Updated below: In clang, using an lvalue of a polymorphic object through its name does not activate virtual dispatch, but it does through its address.
For the following base class B and derived D, virtual function something, union Space
#include <iostream>
using namespace std;
struct B {
void *address() { return this; }
virtual ~B() { cout << "~B at " << address() << endl; }
virtual void something() { cout << "B::something"; }
};
struct D: B {
~D() { cout << "~D at " << address() << endl; }
void something() override { cout << "D::something"; }
};
union Space {
B b;
Space(): b() {}
~Space() { b.~B(); }
};
If you have a value s of Space, in Clang++: (update: incorrectly claimed g++ had the same behavior)

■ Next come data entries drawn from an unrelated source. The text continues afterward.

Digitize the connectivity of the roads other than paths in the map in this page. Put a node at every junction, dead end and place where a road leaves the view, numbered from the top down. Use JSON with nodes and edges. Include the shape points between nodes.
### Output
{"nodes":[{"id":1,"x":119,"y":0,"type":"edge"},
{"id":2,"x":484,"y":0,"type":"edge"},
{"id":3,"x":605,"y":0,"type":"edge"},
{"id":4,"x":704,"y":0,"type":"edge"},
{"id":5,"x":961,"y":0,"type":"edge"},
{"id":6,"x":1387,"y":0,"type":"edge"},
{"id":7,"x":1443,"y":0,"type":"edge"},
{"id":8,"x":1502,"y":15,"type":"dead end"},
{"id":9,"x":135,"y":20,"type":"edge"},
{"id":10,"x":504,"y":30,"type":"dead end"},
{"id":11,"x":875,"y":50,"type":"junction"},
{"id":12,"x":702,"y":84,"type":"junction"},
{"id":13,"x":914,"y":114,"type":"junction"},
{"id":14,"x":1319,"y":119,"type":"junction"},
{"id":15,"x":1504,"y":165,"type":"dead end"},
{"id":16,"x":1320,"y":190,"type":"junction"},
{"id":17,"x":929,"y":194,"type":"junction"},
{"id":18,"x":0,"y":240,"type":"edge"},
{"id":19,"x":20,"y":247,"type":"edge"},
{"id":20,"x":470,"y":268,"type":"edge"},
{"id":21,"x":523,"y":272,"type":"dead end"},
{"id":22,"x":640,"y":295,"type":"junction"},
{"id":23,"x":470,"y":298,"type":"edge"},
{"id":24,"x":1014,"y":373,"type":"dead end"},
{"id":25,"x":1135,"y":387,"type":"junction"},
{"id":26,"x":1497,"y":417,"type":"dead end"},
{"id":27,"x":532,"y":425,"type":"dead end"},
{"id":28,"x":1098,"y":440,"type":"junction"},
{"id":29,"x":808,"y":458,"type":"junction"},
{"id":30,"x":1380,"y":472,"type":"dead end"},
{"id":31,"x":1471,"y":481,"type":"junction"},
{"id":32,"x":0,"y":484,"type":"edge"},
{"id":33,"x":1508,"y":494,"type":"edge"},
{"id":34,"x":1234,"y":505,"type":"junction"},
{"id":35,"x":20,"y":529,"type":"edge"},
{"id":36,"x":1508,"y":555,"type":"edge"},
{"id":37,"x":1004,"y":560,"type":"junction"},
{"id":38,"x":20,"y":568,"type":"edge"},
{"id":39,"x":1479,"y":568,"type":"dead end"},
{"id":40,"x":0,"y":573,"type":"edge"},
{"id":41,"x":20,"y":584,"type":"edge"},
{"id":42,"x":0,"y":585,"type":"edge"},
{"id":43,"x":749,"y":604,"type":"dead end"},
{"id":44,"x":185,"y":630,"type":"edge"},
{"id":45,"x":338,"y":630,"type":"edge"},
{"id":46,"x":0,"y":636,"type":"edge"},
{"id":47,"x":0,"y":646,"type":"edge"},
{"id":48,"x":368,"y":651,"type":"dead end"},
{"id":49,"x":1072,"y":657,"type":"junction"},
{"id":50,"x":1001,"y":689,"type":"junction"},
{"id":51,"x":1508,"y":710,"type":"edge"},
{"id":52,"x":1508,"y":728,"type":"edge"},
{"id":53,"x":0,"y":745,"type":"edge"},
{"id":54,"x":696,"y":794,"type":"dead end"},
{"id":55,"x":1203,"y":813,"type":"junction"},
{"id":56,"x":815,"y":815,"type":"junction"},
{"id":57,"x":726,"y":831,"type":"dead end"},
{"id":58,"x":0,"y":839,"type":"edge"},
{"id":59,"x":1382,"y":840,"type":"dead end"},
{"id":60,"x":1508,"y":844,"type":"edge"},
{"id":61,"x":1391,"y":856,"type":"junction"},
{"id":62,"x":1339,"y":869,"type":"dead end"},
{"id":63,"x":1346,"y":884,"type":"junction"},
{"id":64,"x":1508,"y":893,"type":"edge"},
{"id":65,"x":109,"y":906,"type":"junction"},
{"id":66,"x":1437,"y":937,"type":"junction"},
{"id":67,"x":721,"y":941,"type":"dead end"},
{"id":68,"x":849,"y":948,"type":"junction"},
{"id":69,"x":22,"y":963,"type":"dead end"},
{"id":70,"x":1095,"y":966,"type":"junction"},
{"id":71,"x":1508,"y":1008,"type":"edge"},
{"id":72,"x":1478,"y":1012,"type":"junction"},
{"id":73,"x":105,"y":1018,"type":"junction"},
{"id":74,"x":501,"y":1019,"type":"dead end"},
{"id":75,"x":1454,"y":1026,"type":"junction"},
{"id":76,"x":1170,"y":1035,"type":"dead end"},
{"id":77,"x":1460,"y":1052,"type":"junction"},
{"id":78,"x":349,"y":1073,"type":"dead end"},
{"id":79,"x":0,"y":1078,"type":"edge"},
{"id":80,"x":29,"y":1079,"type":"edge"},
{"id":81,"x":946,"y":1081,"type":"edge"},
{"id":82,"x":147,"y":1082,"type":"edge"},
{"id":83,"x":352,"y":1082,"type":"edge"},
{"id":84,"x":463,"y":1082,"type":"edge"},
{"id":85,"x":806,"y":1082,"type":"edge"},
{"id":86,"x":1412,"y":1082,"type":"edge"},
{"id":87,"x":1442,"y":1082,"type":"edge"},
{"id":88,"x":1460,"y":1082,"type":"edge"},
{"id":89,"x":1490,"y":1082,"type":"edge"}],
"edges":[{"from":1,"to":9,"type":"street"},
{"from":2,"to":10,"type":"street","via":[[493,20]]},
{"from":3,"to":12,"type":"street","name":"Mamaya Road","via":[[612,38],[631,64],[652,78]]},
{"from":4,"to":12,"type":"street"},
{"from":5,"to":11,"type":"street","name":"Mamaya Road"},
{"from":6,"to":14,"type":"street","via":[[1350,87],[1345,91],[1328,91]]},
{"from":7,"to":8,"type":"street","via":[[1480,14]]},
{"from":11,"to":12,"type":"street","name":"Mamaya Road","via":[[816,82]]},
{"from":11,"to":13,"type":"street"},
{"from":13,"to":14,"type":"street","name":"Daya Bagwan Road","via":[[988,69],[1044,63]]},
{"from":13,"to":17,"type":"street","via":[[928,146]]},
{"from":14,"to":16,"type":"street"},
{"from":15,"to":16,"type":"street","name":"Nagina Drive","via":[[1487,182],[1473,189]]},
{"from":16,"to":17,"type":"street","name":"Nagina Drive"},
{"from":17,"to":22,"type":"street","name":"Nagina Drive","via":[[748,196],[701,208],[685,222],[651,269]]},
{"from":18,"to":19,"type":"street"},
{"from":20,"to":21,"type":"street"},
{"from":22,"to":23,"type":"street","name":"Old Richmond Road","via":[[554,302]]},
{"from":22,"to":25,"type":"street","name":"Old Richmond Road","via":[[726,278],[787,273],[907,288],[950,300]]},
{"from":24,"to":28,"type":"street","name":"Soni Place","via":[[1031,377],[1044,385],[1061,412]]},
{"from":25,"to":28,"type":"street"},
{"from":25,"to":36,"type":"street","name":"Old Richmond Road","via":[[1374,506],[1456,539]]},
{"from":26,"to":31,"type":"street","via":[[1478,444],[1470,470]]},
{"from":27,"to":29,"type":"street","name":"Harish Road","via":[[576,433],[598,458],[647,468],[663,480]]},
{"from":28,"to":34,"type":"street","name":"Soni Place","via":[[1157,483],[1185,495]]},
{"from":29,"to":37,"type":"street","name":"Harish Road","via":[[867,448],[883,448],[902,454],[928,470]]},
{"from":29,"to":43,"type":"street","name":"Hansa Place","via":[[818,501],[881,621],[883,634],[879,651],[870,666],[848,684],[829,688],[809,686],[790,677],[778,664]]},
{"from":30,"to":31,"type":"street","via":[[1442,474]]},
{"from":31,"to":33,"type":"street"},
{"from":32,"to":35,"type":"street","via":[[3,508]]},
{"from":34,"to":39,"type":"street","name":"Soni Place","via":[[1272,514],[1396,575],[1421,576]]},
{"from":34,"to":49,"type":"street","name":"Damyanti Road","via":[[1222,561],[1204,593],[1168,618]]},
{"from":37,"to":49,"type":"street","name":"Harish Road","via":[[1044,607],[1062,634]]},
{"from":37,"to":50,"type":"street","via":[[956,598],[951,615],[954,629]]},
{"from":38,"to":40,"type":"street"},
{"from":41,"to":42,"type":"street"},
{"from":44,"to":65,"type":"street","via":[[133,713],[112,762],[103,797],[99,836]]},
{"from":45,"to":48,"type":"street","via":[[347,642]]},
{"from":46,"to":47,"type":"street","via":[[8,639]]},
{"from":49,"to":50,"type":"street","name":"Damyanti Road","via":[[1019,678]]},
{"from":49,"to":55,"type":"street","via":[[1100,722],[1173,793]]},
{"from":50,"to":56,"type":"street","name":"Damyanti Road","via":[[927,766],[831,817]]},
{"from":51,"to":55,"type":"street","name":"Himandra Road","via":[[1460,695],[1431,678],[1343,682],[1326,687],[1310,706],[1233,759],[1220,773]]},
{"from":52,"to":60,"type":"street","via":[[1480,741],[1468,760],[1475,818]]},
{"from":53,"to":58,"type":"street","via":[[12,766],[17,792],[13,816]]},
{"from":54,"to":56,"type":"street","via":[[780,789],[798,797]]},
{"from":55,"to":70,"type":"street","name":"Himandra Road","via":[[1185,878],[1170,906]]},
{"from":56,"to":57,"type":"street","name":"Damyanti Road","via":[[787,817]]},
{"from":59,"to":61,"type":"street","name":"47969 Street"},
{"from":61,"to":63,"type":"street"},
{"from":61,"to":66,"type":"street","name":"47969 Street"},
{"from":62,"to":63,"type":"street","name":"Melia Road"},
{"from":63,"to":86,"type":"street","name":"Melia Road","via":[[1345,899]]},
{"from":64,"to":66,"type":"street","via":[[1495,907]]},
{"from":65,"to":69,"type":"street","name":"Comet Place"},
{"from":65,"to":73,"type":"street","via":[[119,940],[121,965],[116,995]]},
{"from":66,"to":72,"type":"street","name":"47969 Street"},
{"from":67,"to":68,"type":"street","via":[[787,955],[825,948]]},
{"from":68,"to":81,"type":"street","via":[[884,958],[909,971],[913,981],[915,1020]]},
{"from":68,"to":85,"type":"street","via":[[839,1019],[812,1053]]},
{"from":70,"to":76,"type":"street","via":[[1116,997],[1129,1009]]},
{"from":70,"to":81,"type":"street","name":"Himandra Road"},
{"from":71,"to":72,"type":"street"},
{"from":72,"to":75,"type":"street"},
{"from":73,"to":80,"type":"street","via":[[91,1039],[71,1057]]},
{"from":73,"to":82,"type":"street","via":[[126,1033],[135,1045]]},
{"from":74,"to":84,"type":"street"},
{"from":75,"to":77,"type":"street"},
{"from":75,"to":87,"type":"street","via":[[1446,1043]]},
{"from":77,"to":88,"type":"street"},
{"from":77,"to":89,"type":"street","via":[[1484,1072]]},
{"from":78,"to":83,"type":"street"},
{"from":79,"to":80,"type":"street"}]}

If you do s.b.something(), B::something() will be called, not doing the dynamic binding on s.b, however, if you call (&s.b)->something() will do the dynamic binding to what b really contains (either a B or D).
The completion code is this:
union SpaceV2 {
B b;
SpaceV2(): b() {}
~SpaceV2() { (&b)->~B(); }
};
static_assert(sizeof(D) == sizeof(B), "");
static_assert(alignof(D) == alignof(B), "");
#include <new>
int main(int argc, const char *argv[]) {
{
Space s;
cout << "Destroying the old B: ";
s.b.~B();
new(&s.b) D;
cout << "\"D::something\" expected, but \"";
s.b.something();
cout << "\" happened\n";
auto &br = s.b;
cout << "\"D::something\" expected, and \"";
br.something();
cout << "\" happened\n";
cout << "Destruction of D expected:\n";
}
cout << "But did not happen!\n";
SpaceV2 sv2;
new(&sv2.b) D;
cout << "Destruction of D expected again:\n";
return 0;
}
When compile with -O2 optimization and I run the program, this is the output:
$./a.out
Destroying the old B: ~B at 0x7fff4f890628
"D::something" expected, but "B::something" happened
"D::something" expected, and "D::something" happened
Destruction of D expected:
~B at 0x7fff4f890628
But did not happen!
Destruction of D expected again:
~D at 0x7fff4f890608
~B at 0x7fff4f890608
What surprises me is that setting the dynamic type of s.b using placement new leads to a difference calling something on the very same l-value through its name or through its address. The first question is essential, but I have not been able to find an answer:
Is doing placement new to a derived class, like new(&s.b) D undefined behavior according to the C++ standard?
If it is not undefined behavior, is this choice of not activating virtual dispatch through the l-value of the named member something specified in the standard or a choice in G++, Clang?
Thanks, my first question in S.O. ever.
UPDATE
The answer and the comment that refers to the standard are accurate: According to the standard, s.b will forever refer to an object of exact type B, the memory is allowed to change type, but then any use of that memory through s.b is "undefined behavior", that is, prohibited, or that the compiler can translate however it pleases. If Space was just a buffer of chars, it would be valid to in-place construct, destruct, change the type. Did exactly that in the code that led to this question and it works with standards-compliance AFAIK.
Thanks.
The expression new(&s.b) D; re-uses the storage named s.b and formerly occupied by a B for for storage of a new D.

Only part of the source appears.